[Saved data entries]
Content starts

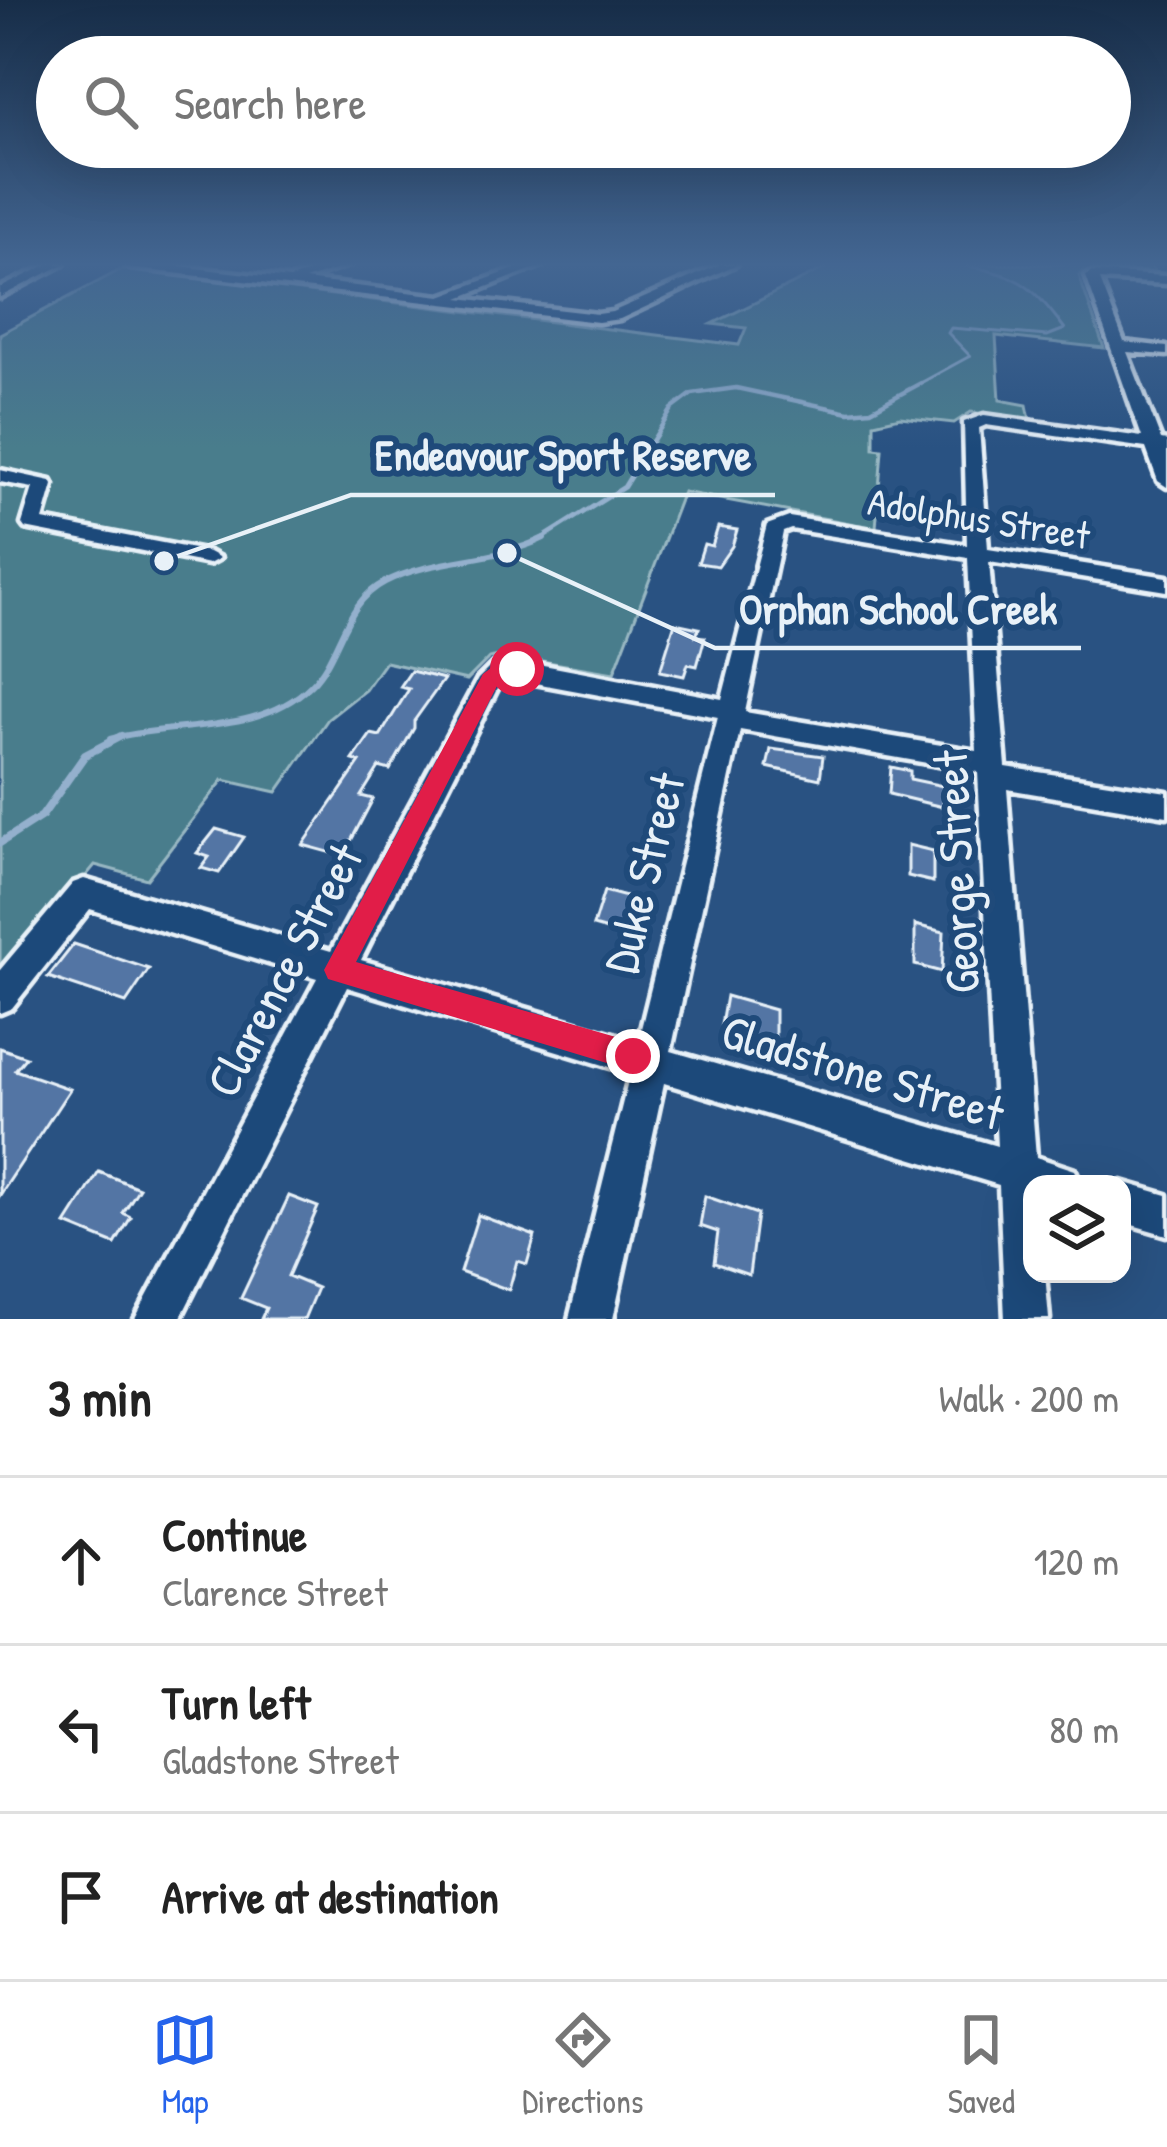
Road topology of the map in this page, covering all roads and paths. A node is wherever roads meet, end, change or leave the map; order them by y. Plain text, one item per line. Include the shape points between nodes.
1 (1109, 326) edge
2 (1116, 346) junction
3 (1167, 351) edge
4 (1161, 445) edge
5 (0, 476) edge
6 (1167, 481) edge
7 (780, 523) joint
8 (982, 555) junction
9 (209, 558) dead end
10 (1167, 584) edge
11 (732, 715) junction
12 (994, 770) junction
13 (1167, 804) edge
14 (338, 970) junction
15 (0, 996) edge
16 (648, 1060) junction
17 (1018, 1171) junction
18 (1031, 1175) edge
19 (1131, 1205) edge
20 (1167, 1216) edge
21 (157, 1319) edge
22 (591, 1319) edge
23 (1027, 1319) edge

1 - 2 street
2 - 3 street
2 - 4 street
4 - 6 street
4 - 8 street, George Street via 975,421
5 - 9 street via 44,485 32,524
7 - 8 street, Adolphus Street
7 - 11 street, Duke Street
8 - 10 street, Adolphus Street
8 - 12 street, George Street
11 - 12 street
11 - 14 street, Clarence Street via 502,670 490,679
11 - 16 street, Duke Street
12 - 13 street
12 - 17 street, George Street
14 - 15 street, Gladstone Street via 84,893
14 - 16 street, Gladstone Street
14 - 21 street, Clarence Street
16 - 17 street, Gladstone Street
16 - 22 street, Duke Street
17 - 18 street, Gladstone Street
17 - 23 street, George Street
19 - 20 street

Content ends

What you are asked to do » Every entry above should be written out again verbatim, with no pictures included.

Task output »
Road topology of the map in this page, covering all roads and paths. A node is wherever roads meet, end, change or leave the map; order them by y. Plain text, one item per line. Include the shape points between nodes.
1 (1109, 326) edge
2 (1116, 346) junction
3 (1167, 351) edge
4 (1161, 445) edge
5 (0, 476) edge
6 (1167, 481) edge
7 (780, 523) joint
8 (982, 555) junction
9 (209, 558) dead end
10 (1167, 584) edge
11 (732, 715) junction
12 (994, 770) junction
13 (1167, 804) edge
14 (338, 970) junction
15 (0, 996) edge
16 (648, 1060) junction
17 (1018, 1171) junction
18 (1031, 1175) edge
19 (1131, 1205) edge
20 (1167, 1216) edge
21 (157, 1319) edge
22 (591, 1319) edge
23 (1027, 1319) edge

1 - 2 street
2 - 3 street
2 - 4 street
4 - 6 street
4 - 8 street, George Street via 975,421
5 - 9 street via 44,485 32,524
7 - 8 street, Adolphus Street
7 - 11 street, Duke Street
8 - 10 street, Adolphus Street
8 - 12 street, George Street
11 - 12 street
11 - 14 street, Clarence Street via 502,670 490,679
11 - 16 street, Duke Street
12 - 13 street
12 - 17 street, George Street
14 - 15 street, Gladstone Street via 84,893
14 - 16 street, Gladstone Street
14 - 21 street, Clarence Street
16 - 17 street, Gladstone Street
16 - 22 street, Duke Street
17 - 18 street, Gladstone Street
17 - 23 street, George Street
19 - 20 street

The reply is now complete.